Is this only a hopeful greeting, or is it an unattainable spiritual
reality, or is it, as most might say, wishful thinking of a delusional
religious mythology?
He
has Lifted Up the Lowly 1:52
Luke’s
own answer, which maybe is the kind of answer most don’t want to hear, is that
a brand-new kind of ‘politic’ that has entered into the world through Jesus
Christ.
The
new political agenda of Jesus is made clear by the angel Gabriel, who comes to
Mary. Gabriel isn’t just any angel. Gabriel is Israel’s guardian angel and God’s
ruling angel, who will do whatever is needed to defend Israel from other
nations.
It
is Gabriel who not only says that Mary ‘will conceive’, but Gabriel
announces that Mary’s child will be ‘great’, the Son of the Most High,
and that the Lord God will give to him the throne of his ancestor David’
(1:32). That’s not a simple ‘post card’
greeting. The angel Gabriel means
business, and it’s political business too, and it doesn’t stop there. Later on in this text, Mary visits her
sister-in-law, Elizabeth. After
informing her about the child, Mary breaks out in a song of praise to God that
has more political punch than anything else in Luke’s gospel.
Are
ready for it? Mary is full of praise
because through the birth of her child,
‘The Mighty One’ (she names God) has not only ‘scattered the
proud’, but this God has ‘brought down the powerful from their thrones,
and lifted up the lowly’. This
God ‘has filled the hungry with good things, and has ‘sent the rich
away empty.’ It is because of this political agenda that
God has ‘helped his servant Israel’ and ‘remembered mercy’. God is about to something political,
earth-shaking again, because in order to lift one people up, God will have to
bring others down. Do you see that?
Often,
we hear pastor’s being warned, ‘’When you work in your church, make sure you
don’t get political.’ And there certainly
some important wisdom being shared here, isn’t there? As a
pastor, or even as a church, you don’t want to get locked into one side of the
political equation in our country, or any country for that matter. The gospel is bigger than one political
party. The gospel is also bigger than
any one nation too.
I
once told you about the Baptist pastor in Texas, who upon being convinced that
the Mennonites and Amish are right not to put any national flag on display, he proceeded
to remove the America flag from the pulpit area, without consulting church
leaders. Upon finding the flag removed,
the next week they removed the pastor, and then on the following week the
America flag was back up. Today, that
pastor now leads a Mennonite church in Virginia.
Yes,
we must use wisdom in understanding the connection between God and any nation;
and just as God is pro-Israel, pro-America, he is must also be understood to be
pro-people, period too. But when we
read the Christmas, we must understand that the church must have a political
agenda.
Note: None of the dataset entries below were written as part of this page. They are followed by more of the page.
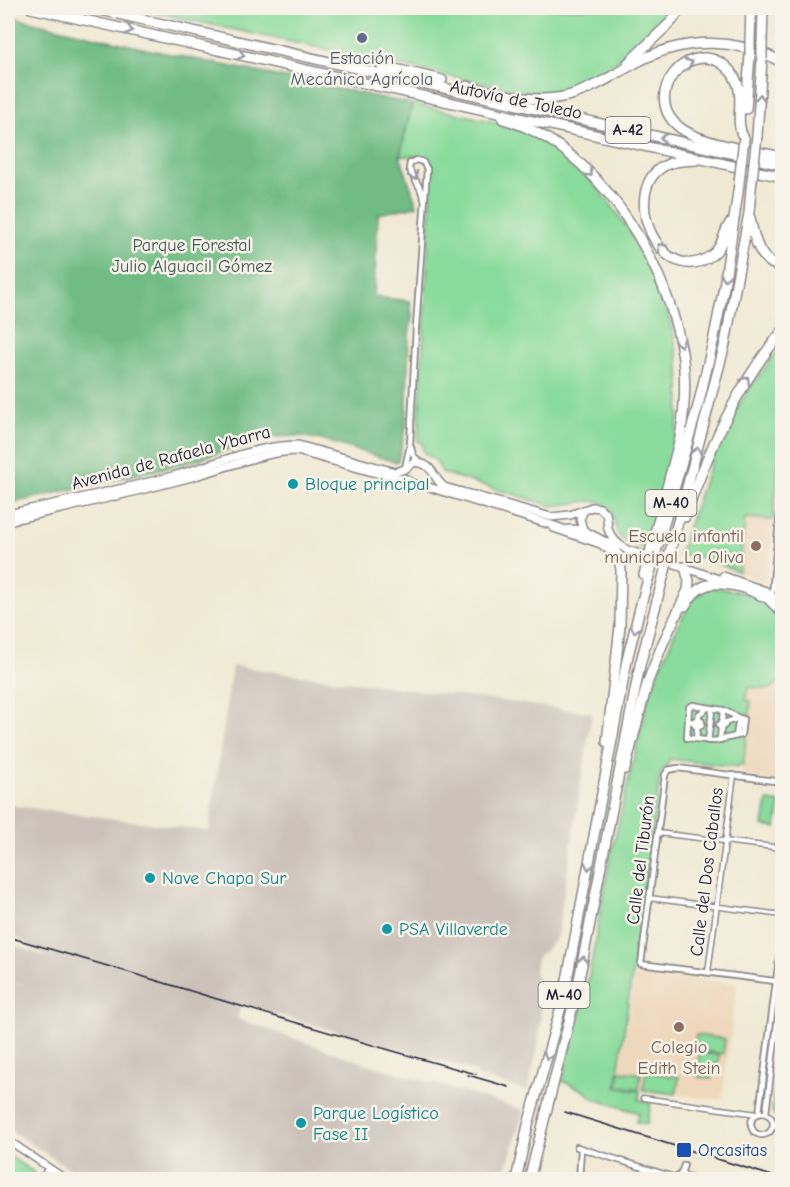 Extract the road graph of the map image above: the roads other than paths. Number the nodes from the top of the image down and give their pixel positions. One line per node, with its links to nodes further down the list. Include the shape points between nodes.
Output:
1 (32, 8): 9 (highway, Autovía de Toledo / A-42, one-way to 9)
2 (92, 8): 6 (highway, Autovía de Toledo / A-42)
3 (681, 8): 8 (highway)
4 (751, 8): 10 (highway, M-40, bridge)
5 (762, 8): 18 (highway, M-40, one-way to 5, bridge, via 762,59)
6 (265, 46): 8 (highway, via 286,45 523,98 570,95); 14 (highway, Autovía de Toledo / A-42, one-way to 6)
7 (783, 62): 8 (highway, via 745,46 713,42 666,50)
8 (615, 74)
9 (447, 102): 12 (highway, Autovía de Toledo / A-42); 45 (highway, one-way to 45, via 527,127 573,157 624,216 660,280 681,346 684,417 643,576)
10 (744, 138): 11 (highway, one-way to 10, via 704,140 679,127 669,115 665,101 666,86 677,69 690,61 705,59 728,69 738,87 740,132); 19 (highway, M-40, bridge)
11 (783, 157)
12 (709, 160): 13 (highway, Autovía de Toledo / A-42); 19 (highway, one-way to 12, via 714,253 695,262 674,259 653,238 645,202 653,176 679,160)
13 (724, 164): 15 (highway, Autovía de Toledo / A-42); 16 (highway)
14 (783, 165)
15 (783, 177)
16 (783, 182)
17 (424, 199): 17 (street, one-way to 17, via 427,169 416,160 410,163 409,170); 22 (street)
18 (749, 213): 20 (highway, via 758,248 770,261); 41 (highway, M-40, one-way to 18, via 725,344)
19 (734, 219): 45 (highway, M-40, one-way to 45, via 722,298 698,406)
20 (783, 267)
21 (782, 333): 41 (highway, one-way to 21, via 726,416 752,371)
22 (410, 445): 23 (street, via 413,455); 24 (street)
23 (422, 463): 24 (main road, Avenida de Rafaela Ybarra); 25 (main road)
24 (407, 467): 26 (main road); 30 (main road, Avenida de Rafaela Ybarra, via 395,472 312,448 281,445 173,476)
25 (433, 470): 27 (main road, via 432,480); 29 (main road, via 444,487 540,515 561,517)
26 (407, 479): 27 (main road, Avenida de Rafaela Ybarra); 31 (main road, Avenida de Rafaela Ybarra, via 311,454 282,452)
27 (422, 485): 32 (main road, Avenida de Rafaela Ybarra)
28 (783, 490): 44 (street)
29 (584, 510): 33 (main road, via 600,508 608,518); 34 (main road, via 580,522)
30 (8, 514)
31 (8, 521)
32 (554, 526): 34 (main road, Avenida de Rafaela Ybarra); 42 (highway, via 608,548 618,564)
33 (607, 526): 35 (main road); 37 (main road, via 615,541)
34 (583, 530): 35 (main road, Avenida de Rafaela Ybarra)
35 (594, 535): 36 (main road, Avenida de Rafaela Ybarra)
36 (611, 545): 37 (main road, Avenida de Rafaela Ybarra); 42 (highway, via 620,561)
37 (629, 551): 38 (main road, Avenida de Rafaela Ybarra)
38 (644, 555)
39 (675, 564): 40 (main road)
40 (685, 567): 43 (main road); 44 (main road, via 746,583); 48 (highway, via 688,590)
41 (664, 568): 62 (highway, M-40, via 640,665)
42 (621, 583): 61 (highway)
43 (745, 588): 47 (main road, via 767,599); 48 (highway, via 715,583 698,590 687,602)
44 (772, 595): 46 (main road)
45 (641, 604): 61 (highway, M-40, one-way to 61)
46 (783, 606)
47 (783, 614)
48 (657, 658): 62 (highway)
49 (708, 709): 50 (street); 51 (street, via 691,706); 53 (street, via 699,713); 54 (street)
50 (723, 712): 52 (street); 55 (street)
51 (688, 718): 53 (street); 56 (street, via 686,737)
52 (739, 718): 55 (street); 57 (street, via 743,719 741,735)
53 (698, 721): 54 (street); 54 (street, via 705,711 710,714); 56 (street)
54 (710, 721): 55 (street); 58 (street)
55 (721, 725): 57 (street)
56 (696, 739): 58 (street)
57 (720, 740): 58 (street)
58 (708, 741)
59 (734, 775): 60 (street); 63 (street, Calle del Tiburón, via 668,770); 64 (street, Calle del Dos Caballos)
60 (783, 782)
61 (604, 787): 83 (highway, M-40, one-way to 83, via 564,996)
62 (609, 823): 84 (highway, M-40, one-way to 62, via 577,990)
63 (658, 833): 64 (street); 66 (street, Calle del Tiburón)
64 (725, 841): 65 (street); 67 (street, Calle del Dos Caballos)
65 (783, 848)
66 (649, 898): 67 (street); 70 (street, Calle del Tiburón, via 641,964)
67 (717, 906): 68 (street); 70 (street, Calle del Dos Caballos)
68 (783, 915)
69 (783, 936): 71 (street)
70 (708, 972): 71 (street)
71 (780, 983): 73 (street); 74 (street)
72 (643, 1098): 73 (street)
73 (758, 1113): 74 (street); 75 (street, via 751,1121 754,1132 766,1134)
74 (766, 1113): 75 (street)
75 (773, 1124): 76 (street)
76 (783, 1125)
77 (8, 1140): 79 (street)
78 (684, 1165): 80 (street)
79 (48, 1167): 81 (street); 82 (street)
80 (680, 1177): 85 (street, via 579,1148); 86 (street)
81 (42, 1179)
82 (67, 1179)
83 (516, 1179)
84 (529, 1179)
85 (579, 1179)
86 (700, 1179) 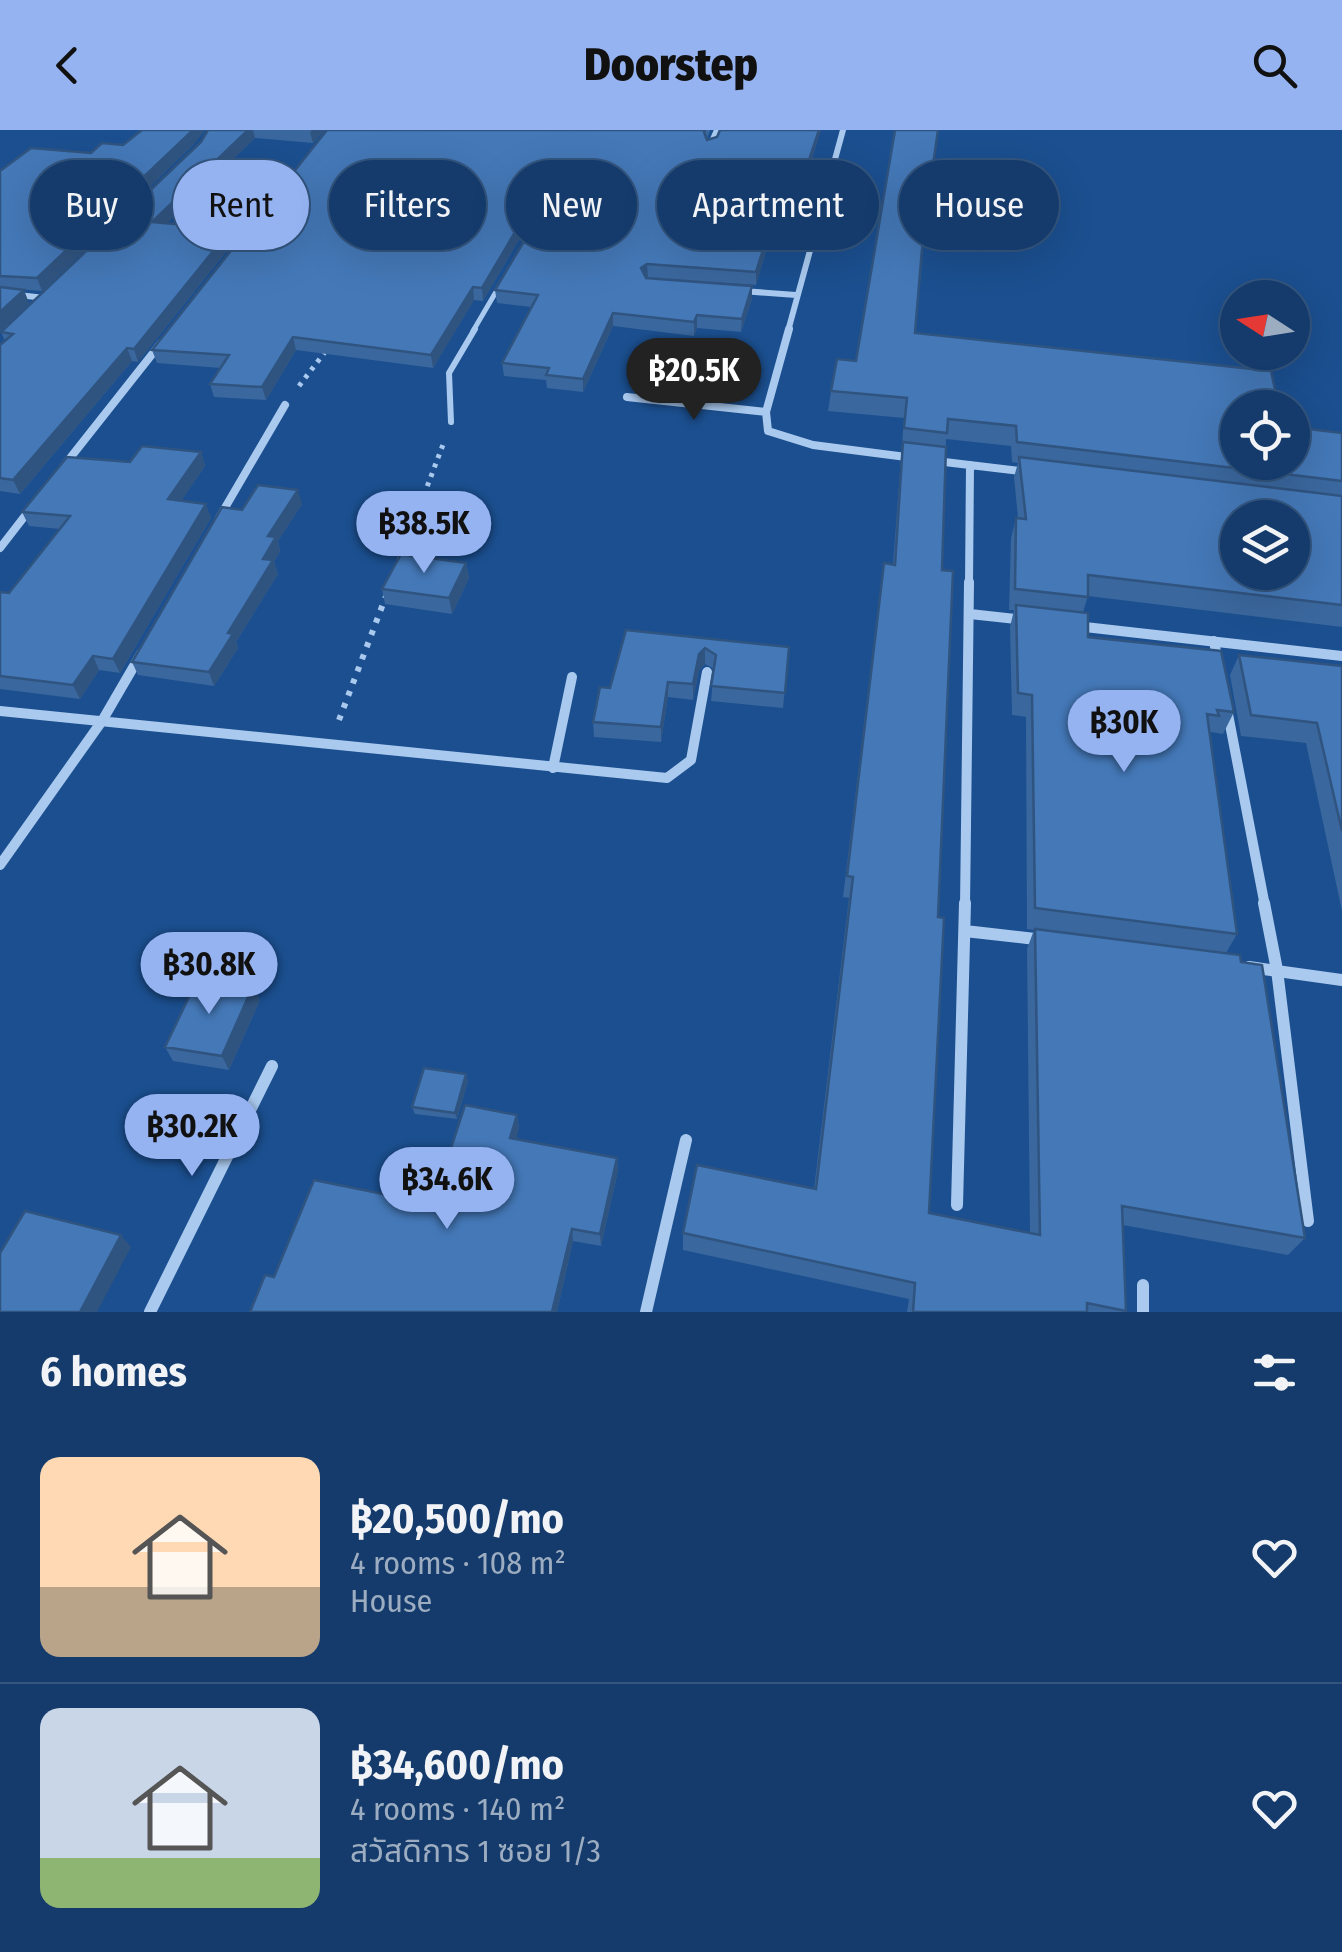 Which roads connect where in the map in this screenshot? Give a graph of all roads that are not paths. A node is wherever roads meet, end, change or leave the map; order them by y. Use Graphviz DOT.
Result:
graph roads {
  1 [pos="717,130"];
  2 [pos="843,130"];
  3 [pos="710,146"];
  4 [pos="834,160"];
  5 [pos="809,250"];
  6 [pos="507,272"];
  7 [pos="58,286"];
  8 [pos="740,291"];
  9 [pos="0,293"];
  10 [pos="796,296"];
  11 [pos="44,298"];
  12 [pos="34,309"];
  13 [pos="163,340"];
  14 [pos="627,396"];
  15 [pos="285,404"];
  16 [pos="766,412"];
  17 [pos="452,422"];
  18 [pos="970,465"];
  19 [pos="58,474"];
  20 [pos="1048,474"];
  21 [pos="35,504"];
  22 [pos="218,521"];
  23 [pos="0,548"];
  24 [pos="970,614"];
  25 [pos="1045,622"];
  26 [pos="1064,625"];
  27 [pos="150,638"];
  28 [pos="1214,641"];
  29 [pos="1342,656"];
  30 [pos="707,672"];
  31 [pos="572,677"];
  32 [pos="1222,680"];
  33 [pos="1225,699"];
  34 [pos="0,711"];
  35 [pos="102,722"];
  36 [pos="553,768"];
  37 [pos="0,865"];
  38 [pos="965,930"];
  39 [pos="1062,943"];
  40 [pos="1238,965"];
  41 [pos="1277,970"];
  42 [pos="1342,980"];
  43 [pos="272,1066"];
  44 [pos="686,1140"];
  45 [pos="957,1204"];
  46 [pos="1308,1221"];
  47 [pos="1143,1285"];
  48 [pos="150,1312"];
  49 [pos="646,1312"];
  50 [pos="1144,1312"];
  1 -- 3 [label="street"];
  2 -- 4 [label="street"];
  5 -- 10 [label="street"];
  6 -- 17 [label="lane"];
  7 -- 11 [label="street"];
  8 -- 10 [label="street"];
  9 -- 11 [label="street"];
  10 -- 16 [label="street"];
  11 -- 12 [label="street"];
  13 -- 19 [label="street"];
  14 -- 16 [label="street"];
  15 -- 22 [label="street"];
  16 -- 18 [label="street"];
  18 -- 20 [label="street"];
  18 -- 24 [label="street"];
  21 -- 23 [label="street"];
  24 -- 25 [label="street"];
  24 -- 38 [label="street"];
  26 -- 28 [label="street"];
  27 -- 35 [label="street"];
  28 -- 29 [label="street"];
  28 -- 32 [label="street"];
  30 -- 36 [label="street"];
  31 -- 36 [label="street"];
  33 -- 41 [label="street"];
  34 -- 35 [label="street"];
  35 -- 36 [label="street"];
  35 -- 37 [label="street"];
  38 -- 39 [label="street"];
  38 -- 45 [label="street"];
  40 -- 41 [label="street"];
  41 -- 42 [label="street"];
  41 -- 46 [label="street"];
  43 -- 48 [label="street"];
  44 -- 49 [label="street"];
  47 -- 50 [label="street"];
}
The word ‘politic’ means ‘of the
people’ and if we are going to be a church who cares about God’s agenda, then we must know that we aren’t only given a
spiritual agenda, but we have a political one too.
And
one of the of the most important images that reveals Jesus’ own political agenda,
which is God’s own political agenda, is being detailed for us in Luke more than
any other gospel. And this political
agenda is that God is constantly inviting new people to God’s table of goodness
and grace.
After
Mary tells us that God ‘has filled the hungry with good things’, we also see Jesus as a dinner guest with a
sinner, tax collector (5:27f), a Pharisee (7:36f.), at the home of Martha and
Mary, (10: 38f.), and then, he is eating at the house of a Pharisee again,
where he does not ‘wash his hands’ in the proper ritualistic fashion
(11:37f.).
Jesus
is also invited to a Sabbath meal with a ‘ruler of the Pharisees’ (14:
1f). The point is Jesus is always at a
‘table’ eating somewhere, and he is normally the kind of dinner guest you
wouldn’t invite, unless you are also prepared for some kind of trouble.
And
the biggest trouble with Jesus, according to Luke, is that Jesus has such bad
‘table manners’, that he and his own ministry was labeled as ‘the one who
welcomes and eats with sinners’ (Luke 15:1ff).
In
fact, more than anything else, Luke wants us to know that it is Jesus’ own
table manners, especially in how he spoke about the rich man’ went to Hell, was
the one who has all kinds of wealth and food, but he didn’t have God. The reason he didn’t have God, wasn’t because
he didn’t believe in God, but because he never stopped to see or meet the need
of the poor beggar, who was lying helpless, hopeless and hungry right out his
is front door.
Now,
are you beginning to see the kind of political agenda Jesus has in Luke,
especially? Other gospels reveal this
political agenda too. In fact, Matthew
even has Jesus saying plainly, that ‘he didn’t come to bring peace, but a
sword’ (10:34). Luke didn’t even go that
far. But Luke accomplishes the same
challenging political agenda with ‘forks and knifes’.
For
you see, Jesus does have a political agenda---a very definite political agenda,
but Jesus is not on the side of Democrats or Republicans. Jesus
is on the side of the poor and those who have needs, ever which party that is
at any given time. And Jesus displayed
his agenda with who he ate with, and how he challenged people with means reach
out and respond to help those without means, especially in the basic matters of
food and community. It was actually
because Jesus was so politically charged, not only religiously charged, that
the religious and the political establishment felt like they had to get rid of
him.
I
know this is not the kind of stuff you want to hear about at Christmas.
You
mind is already on some other agenda---you family agendas that are so important
to all of us this time of year. I
understand that. That’s certainly
important too.
Still,
we must also consider the true political agenda of Jesus, which goes hand in
hand with his spiritual, saving agenda too. For Israel, and for us too, still today, ‘Salvation’ isn’t just a religious matter,
it’s also a political matter. Salvation
isn’t just something God wants to do in people spiritually, but salvation,
which means, ‘healing’, also has a family, community, social, and political
agenda too.
And
isn’t it true, that we often do, perhaps more than churches used too, don’t we think
this political and social agenda more this time of year? Don’t we have ministry programs, and give
money to charity now, at Christmastime, more than other times? Maybe, just maybe, we’ve already have a
glimpse at seeing that Jesus and his agenda is bigger than just going to church. Maybe we might even see that Jesus is bigger
than going to heaven too. Of course, I’m
certainly not belittling going to church or going to heaven, but what I am
doing is helping us see that Jesus cares about much about this world as the
next. In fact, the Bible actually
teaches Resurrection, not mere immortality.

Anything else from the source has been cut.